Communication is crucial for solving cooperative Multi-Agent Reinforcement
Learning tasks in Partially-Observable Markov Decision Processes. Existing
works often rely on black-box methods to encode local information/features into
messages shared with other agents. However, such black-box approaches are
unable to provide any quantitative guarantees on the expected return and often
lead to the generation of continuous messages with high communication overhead
and poor interpretability.
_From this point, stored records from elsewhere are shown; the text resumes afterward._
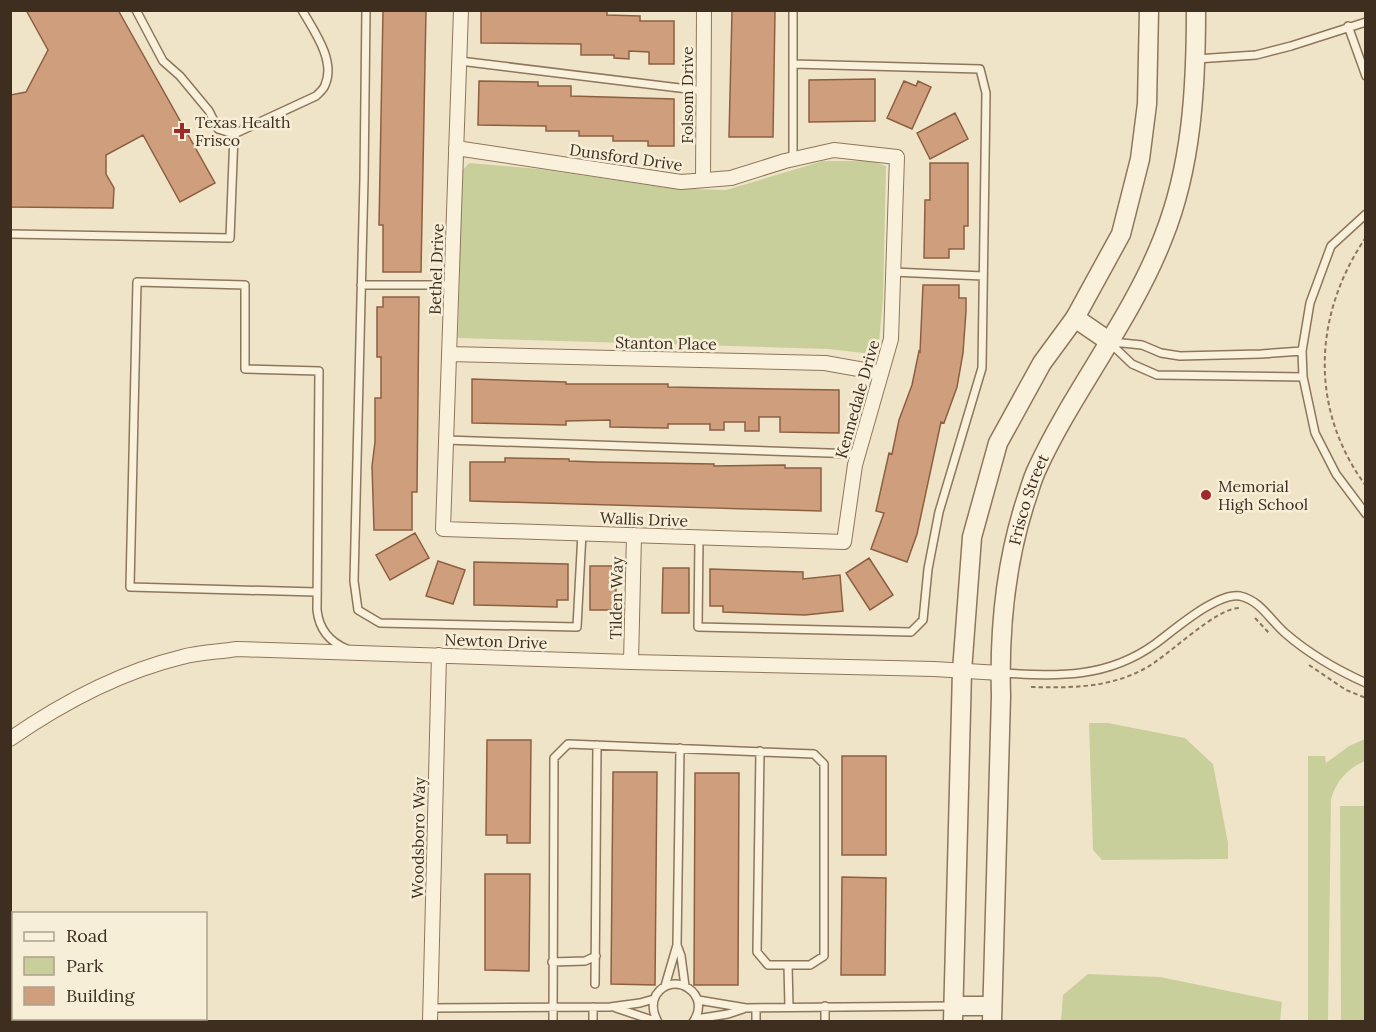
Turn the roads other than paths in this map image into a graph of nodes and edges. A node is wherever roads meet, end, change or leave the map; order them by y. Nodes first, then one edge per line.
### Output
1 (136, 10) edge
2 (302, 10) edge
3 (366, 10) edge
4 (461, 10) edge
5 (704, 10) edge
6 (793, 10) edge
7 (1149, 10) edge
8 (1196, 10) edge
9 (1365, 21) edge
10 (1348, 26) junction
11 (1196, 59) junction
12 (460, 61) junction
13 (793, 64) junction
14 (1365, 76) edge
15 (704, 91) junction
16 (234, 134) junction
17 (456, 148) junction
18 (897, 157) joint
19 (793, 159) junction
20 (704, 180) junction
21 (1365, 214) edge
22 (10, 234) edge
23 (893, 272) junction
24 (983, 276) junction
25 (361, 285) junction
26 (452, 285) junction
27 (1075, 318) junction
28 (1110, 342) junction
29 (1302, 351) junction
30 (449, 354) junction
31 (881, 373) junction
32 (1303, 377) junction
33 (446, 441) junction
34 (858, 454) junction
35 (1365, 514) edge
36 (443, 529) joint
37 (582, 533) junction
38 (634, 535) junction
39 (699, 538) junction
40 (844, 542) joint
41 (316, 592) junction
42 (358, 653) junction
43 (439, 655) junction
44 (631, 662) junction
45 (962, 670) junction
46 (1000, 673) junction
47 (1365, 683) edge
48 (10, 739) edge
49 (597, 745) junction
50 (680, 748) junction
51 (760, 751) junction
52 (677, 945) junction
53 (596, 956) junction
54 (552, 962) junction
55 (788, 965) junction
56 (595, 984) dead end
57 (665, 986) junction
58 (685, 986) junction
59 (654, 999) junction
60 (698, 1000) junction
61 (825, 1006) junction
62 (553, 1007) junction
63 (593, 1007) junction
64 (610, 1007) junction
65 (789, 1007) junction
66 (746, 1008) junction
67 (756, 1008) junction
68 (953, 1014) edge
69 (992, 1014) edge
70 (430, 1015) edge
71 (694, 1020) edge
72 (553, 1022) edge
73 (593, 1022) edge
74 (658, 1022) edge
75 (756, 1022) edge
76 (825, 1022) edge

1 - 16 lane
2 - 16 lane
3 - 25 lane
4 - 12 street, Bethel Drive
5 - 15 street, Folsom Drive
6 - 13 lane
7 - 27 street
8 - 11 street, Frisco Street
9 - 10 lane
10 - 11 lane
10 - 14 lane
11 - 28 street, Frisco Street
12 - 15 lane
12 - 17 street, Bethel Drive
13 - 19 lane
13 - 24 lane
15 - 20 street, Folsom Drive
16 - 22 lane
17 - 20 street, Dunsford Drive
17 - 26 street, Bethel Drive
18 - 19 street, Dunsford Drive
18 - 23 street, Kennedale Drive
19 - 20 street, Dunsford Drive
21 - 29 lane
23 - 24 lane
23 - 31 street, Kennedale Drive
24 - 39 lane
25 - 26 lane
25 - 37 lane
26 - 30 street, Bethel Drive
27 - 28 street
27 - 45 street
28 - 29 lane
28 - 32 lane
28 - 46 street, Frisco Street
29 - 32 lane
30 - 31 street, Stanton Place
30 - 33 street, Bethel Drive
31 - 34 street, Kennedale Drive
32 - 35 lane
33 - 34 lane
33 - 36 street, Bethel Drive
34 - 40 street, Kennedale Drive
36 - 37 street, Wallis Drive
37 - 38 street, Wallis Drive
38 - 39 street, Wallis Drive
38 - 44 street, Tilden Way
39 - 40 street, Wallis Drive
41 - 41 lane
41 - 42 lane
42 - 43 street, Newton Drive
42 - 48 street, Newton Drive
43 - 44 street, Newton Drive
43 - 70 street, Woodsboro Way
44 - 45 street, Newton Drive
45 - 46 street, Newton Drive
45 - 68 street
46 - 47 lane
46 - 69 street, Frisco Street
49 - 50 lane
49 - 53 lane
49 - 54 lane
50 - 51 lane
50 - 52 lane
51 - 55 lane
51 - 55 lane
52 - 57 lane
52 - 58 lane
53 - 54 lane
53 - 56 lane
54 - 62 lane
55 - 65 lane
57 - 58 lane
57 - 59 lane
58 - 60 lane
59 - 64 lane
59 - 74 lane
60 - 66 lane
60 - 71 lane
61 - 65 lane
61 - 68 lane
61 - 76 lane
62 - 63 lane
62 - 70 lane
62 - 72 lane
63 - 64 lane
63 - 73 lane
64 - 74 lane
65 - 67 lane
66 - 67 lane
66 - 71 lane
67 - 75 lane
68 - 69 street

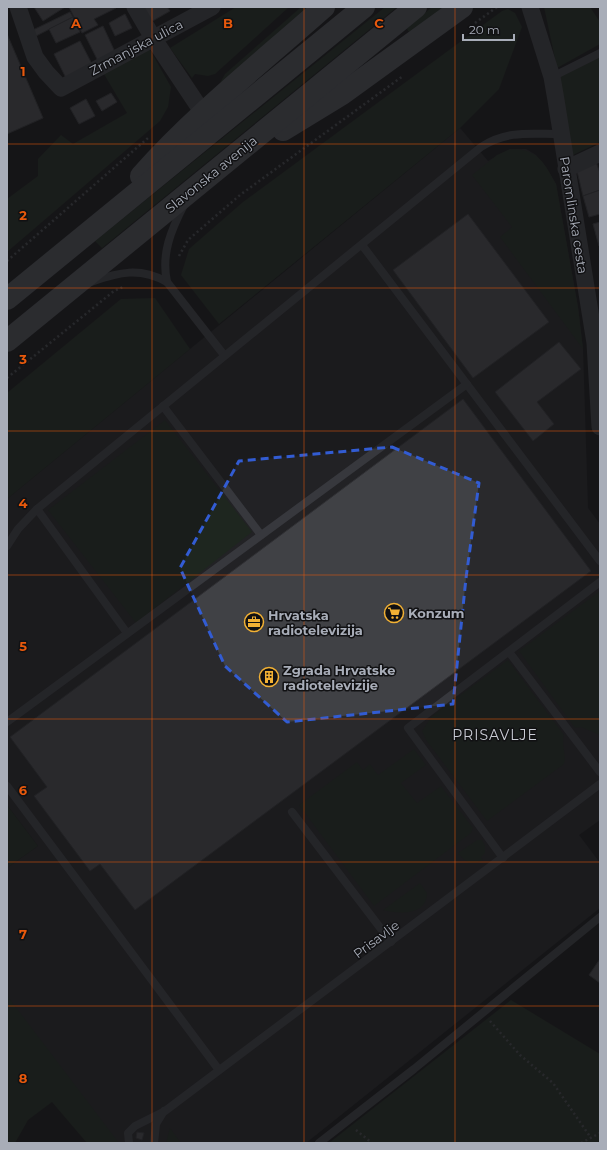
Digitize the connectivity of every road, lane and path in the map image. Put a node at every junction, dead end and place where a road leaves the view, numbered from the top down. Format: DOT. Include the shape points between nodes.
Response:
graph roads {
  1 [pos="18,7"];
  2 [pos="135,7"];
  3 [pos="212,7"];
  4 [pos="324,7"];
  5 [pos="364,7"];
  6 [pos="416,7"];
  7 [pos="497,7"];
  8 [pos="530,7"];
  9 [pos="467,16"];
  10 [pos="153,38"];
  11 [pos="600,53"];
  12 [pos="408,72"];
  13 [pos="552,77"];
  14 [pos="203,113"];
  15 [pos="560,134"];
  16 [pos="151,135"];
  17 [pos="600,153"];
  18 [pos="226,162"];
  19 [pos="566,169"];
  20 [pos="192,190"];
  21 [pos="106,218"];
  22 [pos="362,245"];
  23 [pos="7,261"];
  24 [pos="164,267"];
  25 [pos="167,282"];
  26 [pos="128,286"];
  27 [pos="70,289"];
  28 [pos="7,299"];
  29 [pos="7,341"];
  30 [pos="598,342"];
  31 [pos="224,355"];
  32 [pos="7,378"];
  33 [pos="467,384"];
  34 [pos="163,406"];
  35 [pos="600,427"];
  36 [pos="36,509"];
  37 [pos="261,535"];
  38 [pos="7,546"];
  39 [pos="600,561"];
  40 [pos="600,582"];
  41 [pos="127,633"];
  42 [pos="509,652"];
  43 [pos="7,722"];
  44 [pos="600,772"];
  45 [pos="600,784"];
  46 [pos="7,786"];
  47 [pos="292,812"];
  48 [pos="503,858"];
  49 [pos="600,917"];
  50 [pos="391,942"];
  51 [pos="482,1013"];
  52 [pos="219,1070"];
  53 [pos="165,1111"];
  54 [pos="346,1122"];
  55 [pos="600,1133"];
  56 [pos="591,1138"];
  57 [pos="129,1143"];
  58 [pos="154,1143"];
  59 [pos="319,1143"];
  60 [pos="372,1143"];
  61 [pos="581,1143"];
  1 -- 10 [label="street, Zrmanjska ulica" via="35,57 61,88"];
  2 -- 10 [label="street"];
  3 -- 10 [label="street, Zrmanjska ulica"];
  4 -- 14 [label="main road"];
  5 -- 21 [label="main road"];
  6 -- 18 [label="main road, Slavonska avenija"];
  7 -- 9 [label="path"];
  8 -- 13 [label="street, Paromlinska cesta"];
  9 -- 18 [label="main road"];
  10 -- 14 [label="street"];
  11 -- 13 [label="lane"];
  12 -- 24 [label="path" via="240,195 188,240 178,257"];
  13 -- 15 [label="street, Paromlinska cesta"];
  14 -- 21 [label="main road" via="160,154"];
  15 -- 19 [label="street, Paromlinska cesta"];
  15 -- 22 [label="lane" via="516,133 490,141"];
  16 -- 23 [label="path"];
  17 -- 19 [label="street"];
  18 -- 20 [label="main road, Slavonska avenija"];
  19 -- 30 [label="street, Paromlinska cesta"];
  20 -- 24 [label="lane" via="167,244"];
  20 -- 27 [label="main road, Slavonska avenija"];
  21 -- 28 [label="main road"];
  22 -- 31 [label="lane"];
  22 -- 33 [label="lane"];
  24 -- 25 [label="lane"];
  25 -- 27 [label="lane" via="154,275 125,273"];
  25 -- 31 [label="lane"];
  26 -- 32 [label="path" via="114,291"];
  27 -- 29 [label="main road, Slavonska avenija"];
  30 -- 35 [label="street, Paromlinska cesta"];
  31 -- 34 [label="lane"];
  33 -- 37 [label="lane"];
  33 -- 39 [label="lane"];
  34 -- 36 [label="lane"];
  34 -- 37 [label="lane"];
  36 -- 38 [label="lane"];
  36 -- 41 [label="lane"];
  37 -- 41 [label="lane"];
  40 -- 42 [label="lane"];
  41 -- 43 [label="lane"];
  42 -- 44 [label="lane"];
  42 -- 48 [label="lane" via="408,728"];
  45 -- 48 [label="lane, Prisavlje"];
  46 -- 52 [label="lane"];
  47 -- 50 [label="lane"];
  48 -- 50 [label="lane, Prisavlje"];
  49 -- 51 [label="lane"];
  50 -- 52 [label="lane, Prisavlje"];
  51 -- 54 [label="lane"];
  51 -- 56 [label="path" via="520,1055 554,1083"];
  52 -- 53 [label="lane, Prisavlje"];
  53 -- 57 [label="lane, Prisavlje" via="135,1126 128,1133"];
  53 -- 58 [label="lane, Prisavlje" via="156,1124"];
  54 -- 59 [label="lane"];
  54 -- 60 [label="path"];
  55 -- 56 [label="path"];
  56 -- 61 [label="path"];
}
In this paper, we establish an upper bound on the
return gap between an ideal policy with full observability and an optimal
partially-observable policy with discrete communication. This result enables us
to recast multi-agent communication into a novel online clustering problem over
the local observations at each agent, with messages as cluster labels and the
upper bound on the return gap as clustering loss. By minimizing the upper
bound, we propose a surprisingly simple design of message generation functions
in multi-agent communication and integrate it with reinforcement learning using
a Regularized Information Maximization loss function. Evaluations show that the
proposed discrete communication significantly outperforms state-of-the-art
multi-agent communication baselines and can achieve nearly-optimal returns with
few-bit messages that are naturally interpretable.

该论文研究了多智能体强化学习中部分可观察马尔可夫决策过程的沟通问题，提出了通过在线聚类问题将多智能体通信转化为离散通信方式，并结合强化学习使用正则化信息最大化损失函数进行优化，实验证明该方法在多智能体通信中能够以几位比特的自然可解释性消息实现接近最优的回报。